**PROBLEM TO WORK ON**
Pick out each line in these entries that contains the string "change".

---------- SUPPLIED INFORMATION

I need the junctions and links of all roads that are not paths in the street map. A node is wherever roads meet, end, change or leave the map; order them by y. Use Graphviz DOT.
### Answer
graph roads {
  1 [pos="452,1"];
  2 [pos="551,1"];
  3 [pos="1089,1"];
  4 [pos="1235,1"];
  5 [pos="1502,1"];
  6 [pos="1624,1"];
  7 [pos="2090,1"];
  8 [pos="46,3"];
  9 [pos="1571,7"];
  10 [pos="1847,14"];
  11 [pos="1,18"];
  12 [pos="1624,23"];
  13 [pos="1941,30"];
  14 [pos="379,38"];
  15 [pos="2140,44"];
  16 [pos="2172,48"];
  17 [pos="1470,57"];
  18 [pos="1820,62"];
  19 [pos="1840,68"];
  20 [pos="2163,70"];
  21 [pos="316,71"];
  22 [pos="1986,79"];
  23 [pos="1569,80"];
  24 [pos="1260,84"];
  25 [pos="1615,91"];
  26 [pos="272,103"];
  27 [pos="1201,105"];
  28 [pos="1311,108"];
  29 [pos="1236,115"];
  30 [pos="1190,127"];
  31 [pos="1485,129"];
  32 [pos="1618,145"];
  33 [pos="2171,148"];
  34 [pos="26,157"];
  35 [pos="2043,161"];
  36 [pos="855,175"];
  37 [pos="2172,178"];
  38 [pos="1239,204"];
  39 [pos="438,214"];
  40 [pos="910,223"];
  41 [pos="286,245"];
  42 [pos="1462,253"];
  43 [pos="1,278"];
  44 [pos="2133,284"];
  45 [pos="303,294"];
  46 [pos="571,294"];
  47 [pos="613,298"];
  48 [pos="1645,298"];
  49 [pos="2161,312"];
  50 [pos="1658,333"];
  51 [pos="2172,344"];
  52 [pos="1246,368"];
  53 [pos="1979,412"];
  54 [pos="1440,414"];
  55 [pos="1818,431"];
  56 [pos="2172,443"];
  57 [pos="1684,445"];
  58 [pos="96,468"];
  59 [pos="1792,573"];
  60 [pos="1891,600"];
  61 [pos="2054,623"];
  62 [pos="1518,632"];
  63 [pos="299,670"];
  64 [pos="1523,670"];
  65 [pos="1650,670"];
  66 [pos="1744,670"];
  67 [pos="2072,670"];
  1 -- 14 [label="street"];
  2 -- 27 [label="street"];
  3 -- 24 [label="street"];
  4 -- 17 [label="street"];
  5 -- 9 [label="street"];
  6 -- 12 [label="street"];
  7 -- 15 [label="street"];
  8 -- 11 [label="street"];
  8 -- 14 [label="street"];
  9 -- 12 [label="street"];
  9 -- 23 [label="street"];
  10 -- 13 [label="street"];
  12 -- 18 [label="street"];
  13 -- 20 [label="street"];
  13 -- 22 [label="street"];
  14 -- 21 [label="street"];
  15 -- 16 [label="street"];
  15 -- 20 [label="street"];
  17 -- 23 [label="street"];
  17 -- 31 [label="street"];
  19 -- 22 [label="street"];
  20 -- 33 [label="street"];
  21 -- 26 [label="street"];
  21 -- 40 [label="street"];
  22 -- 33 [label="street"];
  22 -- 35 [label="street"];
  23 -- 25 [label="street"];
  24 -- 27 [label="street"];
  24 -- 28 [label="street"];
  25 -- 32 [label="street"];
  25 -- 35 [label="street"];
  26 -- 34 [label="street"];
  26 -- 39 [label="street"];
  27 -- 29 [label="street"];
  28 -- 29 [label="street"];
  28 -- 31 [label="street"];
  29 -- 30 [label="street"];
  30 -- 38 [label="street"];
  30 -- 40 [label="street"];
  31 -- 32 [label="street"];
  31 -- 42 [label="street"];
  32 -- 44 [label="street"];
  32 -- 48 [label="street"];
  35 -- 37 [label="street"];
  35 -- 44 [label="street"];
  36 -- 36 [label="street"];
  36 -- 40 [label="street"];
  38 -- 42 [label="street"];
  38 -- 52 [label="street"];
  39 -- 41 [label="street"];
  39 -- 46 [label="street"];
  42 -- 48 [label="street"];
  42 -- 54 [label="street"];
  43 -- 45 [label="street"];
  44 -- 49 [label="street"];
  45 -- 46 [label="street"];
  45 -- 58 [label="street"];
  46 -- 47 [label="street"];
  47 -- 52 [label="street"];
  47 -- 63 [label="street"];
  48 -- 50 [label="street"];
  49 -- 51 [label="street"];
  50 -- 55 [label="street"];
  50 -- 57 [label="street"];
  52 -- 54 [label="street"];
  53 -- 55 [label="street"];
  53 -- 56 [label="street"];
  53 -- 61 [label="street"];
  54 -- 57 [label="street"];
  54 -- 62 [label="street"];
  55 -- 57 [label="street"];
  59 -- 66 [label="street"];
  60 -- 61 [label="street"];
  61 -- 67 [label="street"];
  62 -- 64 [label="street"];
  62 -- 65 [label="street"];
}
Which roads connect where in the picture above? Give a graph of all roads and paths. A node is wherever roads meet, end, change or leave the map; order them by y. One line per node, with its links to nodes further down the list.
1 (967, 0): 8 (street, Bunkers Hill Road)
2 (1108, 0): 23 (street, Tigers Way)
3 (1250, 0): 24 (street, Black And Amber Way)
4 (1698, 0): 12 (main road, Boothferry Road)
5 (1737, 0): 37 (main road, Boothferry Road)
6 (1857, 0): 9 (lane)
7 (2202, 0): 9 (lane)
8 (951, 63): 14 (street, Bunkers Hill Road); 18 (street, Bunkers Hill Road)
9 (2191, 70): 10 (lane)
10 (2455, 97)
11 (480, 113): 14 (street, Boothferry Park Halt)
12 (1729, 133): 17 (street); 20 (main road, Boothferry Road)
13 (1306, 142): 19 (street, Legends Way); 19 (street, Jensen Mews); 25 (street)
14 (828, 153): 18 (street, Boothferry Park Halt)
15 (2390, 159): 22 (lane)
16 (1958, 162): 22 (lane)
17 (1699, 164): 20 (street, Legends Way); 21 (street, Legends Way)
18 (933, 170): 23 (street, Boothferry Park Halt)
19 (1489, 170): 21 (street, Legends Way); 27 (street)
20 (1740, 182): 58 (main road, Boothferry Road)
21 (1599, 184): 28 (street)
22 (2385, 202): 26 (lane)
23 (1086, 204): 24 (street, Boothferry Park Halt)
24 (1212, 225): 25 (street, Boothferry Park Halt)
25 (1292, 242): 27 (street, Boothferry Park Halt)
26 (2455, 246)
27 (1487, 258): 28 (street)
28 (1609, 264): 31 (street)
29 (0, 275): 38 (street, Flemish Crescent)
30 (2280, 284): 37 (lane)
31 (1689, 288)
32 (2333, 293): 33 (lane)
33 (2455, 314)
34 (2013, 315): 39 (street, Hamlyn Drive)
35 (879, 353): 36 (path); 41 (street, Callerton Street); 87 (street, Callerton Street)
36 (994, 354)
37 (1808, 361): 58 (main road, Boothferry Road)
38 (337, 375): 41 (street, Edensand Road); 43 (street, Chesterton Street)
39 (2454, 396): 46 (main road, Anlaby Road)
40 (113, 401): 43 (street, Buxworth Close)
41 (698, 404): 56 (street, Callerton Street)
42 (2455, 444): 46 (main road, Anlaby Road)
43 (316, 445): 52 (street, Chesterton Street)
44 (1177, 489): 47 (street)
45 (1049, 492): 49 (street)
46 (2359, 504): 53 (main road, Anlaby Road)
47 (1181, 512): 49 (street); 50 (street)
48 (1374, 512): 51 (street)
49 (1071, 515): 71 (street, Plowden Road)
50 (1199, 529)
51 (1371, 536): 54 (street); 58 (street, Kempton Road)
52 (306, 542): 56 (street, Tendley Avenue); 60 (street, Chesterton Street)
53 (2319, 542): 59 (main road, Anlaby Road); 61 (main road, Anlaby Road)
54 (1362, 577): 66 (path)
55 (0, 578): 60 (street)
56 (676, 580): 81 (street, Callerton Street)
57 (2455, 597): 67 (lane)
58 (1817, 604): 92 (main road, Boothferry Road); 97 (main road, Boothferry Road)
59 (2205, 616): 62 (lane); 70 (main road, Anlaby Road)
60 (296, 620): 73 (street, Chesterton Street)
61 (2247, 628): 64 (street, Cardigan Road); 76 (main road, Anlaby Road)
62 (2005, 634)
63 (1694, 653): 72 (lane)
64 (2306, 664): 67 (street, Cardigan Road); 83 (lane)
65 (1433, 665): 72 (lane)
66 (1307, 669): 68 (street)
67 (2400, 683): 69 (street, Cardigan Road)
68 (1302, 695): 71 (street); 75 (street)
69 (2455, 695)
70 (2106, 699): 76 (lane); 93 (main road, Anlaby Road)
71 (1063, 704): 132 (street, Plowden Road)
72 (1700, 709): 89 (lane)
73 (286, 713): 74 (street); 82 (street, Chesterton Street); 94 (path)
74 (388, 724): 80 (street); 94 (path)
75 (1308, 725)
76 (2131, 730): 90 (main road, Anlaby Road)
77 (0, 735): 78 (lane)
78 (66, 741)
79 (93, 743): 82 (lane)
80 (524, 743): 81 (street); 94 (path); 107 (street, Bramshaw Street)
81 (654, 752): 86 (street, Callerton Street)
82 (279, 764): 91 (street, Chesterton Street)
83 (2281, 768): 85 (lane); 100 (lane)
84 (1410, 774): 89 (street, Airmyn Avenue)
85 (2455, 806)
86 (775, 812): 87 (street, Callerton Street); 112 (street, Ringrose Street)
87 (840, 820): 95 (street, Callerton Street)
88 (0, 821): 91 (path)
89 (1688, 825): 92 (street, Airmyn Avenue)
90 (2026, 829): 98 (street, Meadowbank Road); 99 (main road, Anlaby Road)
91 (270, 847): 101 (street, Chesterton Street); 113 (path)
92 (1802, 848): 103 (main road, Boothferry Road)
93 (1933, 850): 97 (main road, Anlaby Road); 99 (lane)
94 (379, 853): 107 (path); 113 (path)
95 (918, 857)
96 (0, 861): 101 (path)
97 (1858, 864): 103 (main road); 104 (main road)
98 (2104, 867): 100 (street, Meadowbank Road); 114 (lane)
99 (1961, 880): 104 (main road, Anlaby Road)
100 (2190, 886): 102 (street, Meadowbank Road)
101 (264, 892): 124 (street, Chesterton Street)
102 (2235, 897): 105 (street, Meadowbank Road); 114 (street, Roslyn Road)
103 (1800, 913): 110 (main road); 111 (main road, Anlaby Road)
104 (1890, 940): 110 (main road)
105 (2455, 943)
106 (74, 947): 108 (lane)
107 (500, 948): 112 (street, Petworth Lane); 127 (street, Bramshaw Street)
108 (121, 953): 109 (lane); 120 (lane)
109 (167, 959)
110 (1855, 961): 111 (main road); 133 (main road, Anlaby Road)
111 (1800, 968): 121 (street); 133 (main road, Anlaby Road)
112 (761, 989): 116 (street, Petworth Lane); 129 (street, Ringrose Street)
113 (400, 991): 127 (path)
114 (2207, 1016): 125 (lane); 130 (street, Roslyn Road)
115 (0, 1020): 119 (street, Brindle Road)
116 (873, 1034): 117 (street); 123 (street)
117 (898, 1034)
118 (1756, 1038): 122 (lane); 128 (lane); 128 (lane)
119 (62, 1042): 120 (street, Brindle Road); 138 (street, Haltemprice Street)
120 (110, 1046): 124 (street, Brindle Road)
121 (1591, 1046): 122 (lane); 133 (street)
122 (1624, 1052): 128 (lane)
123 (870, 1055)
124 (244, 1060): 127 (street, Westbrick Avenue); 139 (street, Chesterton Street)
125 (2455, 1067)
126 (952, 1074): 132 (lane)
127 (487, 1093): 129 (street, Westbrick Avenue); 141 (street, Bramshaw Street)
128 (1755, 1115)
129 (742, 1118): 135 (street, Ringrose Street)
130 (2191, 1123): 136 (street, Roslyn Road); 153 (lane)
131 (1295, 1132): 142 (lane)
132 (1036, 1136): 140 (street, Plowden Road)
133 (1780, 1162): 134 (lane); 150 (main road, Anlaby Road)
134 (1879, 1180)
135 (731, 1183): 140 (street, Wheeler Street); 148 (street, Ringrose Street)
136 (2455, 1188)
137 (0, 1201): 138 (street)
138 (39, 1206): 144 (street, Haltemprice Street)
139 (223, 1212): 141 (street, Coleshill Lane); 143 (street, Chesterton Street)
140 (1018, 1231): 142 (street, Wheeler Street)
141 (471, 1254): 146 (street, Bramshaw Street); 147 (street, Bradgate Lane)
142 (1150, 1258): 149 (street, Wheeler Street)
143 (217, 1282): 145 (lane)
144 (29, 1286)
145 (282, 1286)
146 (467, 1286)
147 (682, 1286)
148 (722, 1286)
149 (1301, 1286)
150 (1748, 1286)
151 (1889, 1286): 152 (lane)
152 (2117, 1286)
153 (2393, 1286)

--------------------

**SOLUTION**
I need the junctions and links of all roads that are not paths in the street map. A node is wherever roads meet, end, change or leave the map; order them by y. Use Graphviz DOT.
Which roads connect where in the picture above? Give a graph of all roads and paths. A node is wherever roads meet, end, change or leave the map; order them by y. One line per node, with its links to nodes further down the list.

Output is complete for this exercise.